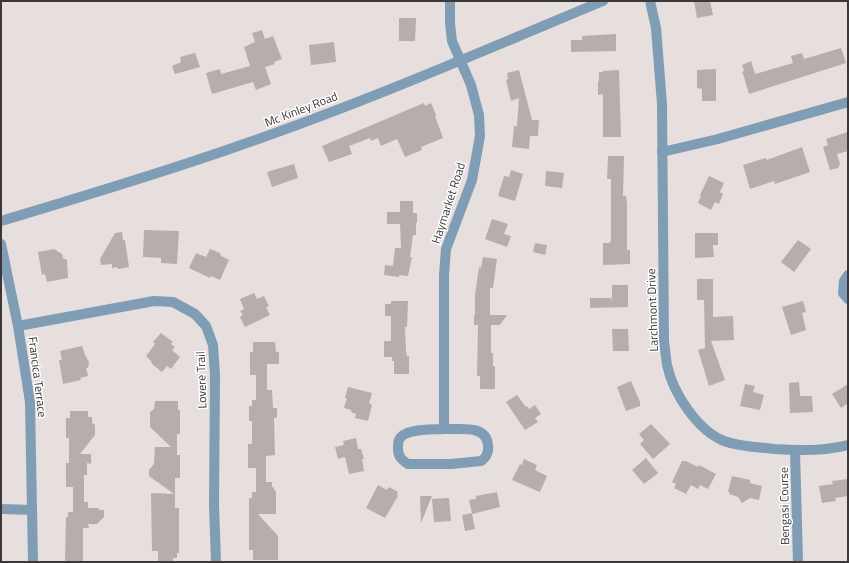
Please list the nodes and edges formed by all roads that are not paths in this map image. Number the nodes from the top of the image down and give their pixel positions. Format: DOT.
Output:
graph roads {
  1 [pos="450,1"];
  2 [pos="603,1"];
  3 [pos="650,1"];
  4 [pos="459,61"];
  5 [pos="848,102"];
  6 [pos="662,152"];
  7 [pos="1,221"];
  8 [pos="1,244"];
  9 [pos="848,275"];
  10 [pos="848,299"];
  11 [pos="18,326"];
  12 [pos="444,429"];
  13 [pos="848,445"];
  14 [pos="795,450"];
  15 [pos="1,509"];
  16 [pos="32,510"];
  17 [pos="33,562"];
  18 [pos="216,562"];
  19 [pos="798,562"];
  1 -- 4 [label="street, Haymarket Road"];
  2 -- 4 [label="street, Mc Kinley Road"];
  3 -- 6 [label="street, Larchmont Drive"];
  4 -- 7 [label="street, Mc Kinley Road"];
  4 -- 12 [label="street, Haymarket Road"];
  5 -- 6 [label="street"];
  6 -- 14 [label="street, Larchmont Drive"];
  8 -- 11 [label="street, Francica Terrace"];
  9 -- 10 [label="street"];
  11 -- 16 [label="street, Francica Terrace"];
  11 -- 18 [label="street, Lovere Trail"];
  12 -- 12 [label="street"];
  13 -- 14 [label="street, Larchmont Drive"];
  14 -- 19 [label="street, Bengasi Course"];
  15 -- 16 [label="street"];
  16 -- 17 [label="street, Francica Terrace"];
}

§ **TASK OBJECTIVE**:
Could you transcribe the records above exactly, leaving every picture out?

§ **ANSWER SPACE**:
Please list the nodes and edges formed by all roads that are not paths in this map image. Number the nodes from the top of the image down and give their pixel positions. Format: DOT.
Output:
graph roads {
  1 [pos="450,1"];
  2 [pos="603,1"];
  3 [pos="650,1"];
  4 [pos="459,61"];
  5 [pos="848,102"];
  6 [pos="662,152"];
  7 [pos="1,221"];
  8 [pos="1,244"];
  9 [pos="848,275"];
  10 [pos="848,299"];
  11 [pos="18,326"];
  12 [pos="444,429"];
  13 [pos="848,445"];
  14 [pos="795,450"];
  15 [pos="1,509"];
  16 [pos="32,510"];
  17 [pos="33,562"];
  18 [pos="216,562"];
  19 [pos="798,562"];
  1 -- 4 [label="street, Haymarket Road"];
  2 -- 4 [label="street, Mc Kinley Road"];
  3 -- 6 [label="street, Larchmont Drive"];
  4 -- 7 [label="street, Mc Kinley Road"];
  4 -- 12 [label="street, Haymarket Road"];
  5 -- 6 [label="street"];
  6 -- 14 [label="street, Larchmont Drive"];
  8 -- 11 [label="street, Francica Terrace"];
  9 -- 10 [label="street"];
  11 -- 16 [label="street, Francica Terrace"];
  11 -- 18 [label="street, Lovere Trail"];
  12 -- 12 [label="street"];
  13 -- 14 [label="street, Larchmont Drive"];
  14 -- 19 [label="street, Bengasi Course"];
  15 -- 16 [label="street"];
  16 -- 17 [label="street, Francica Terrace"];
}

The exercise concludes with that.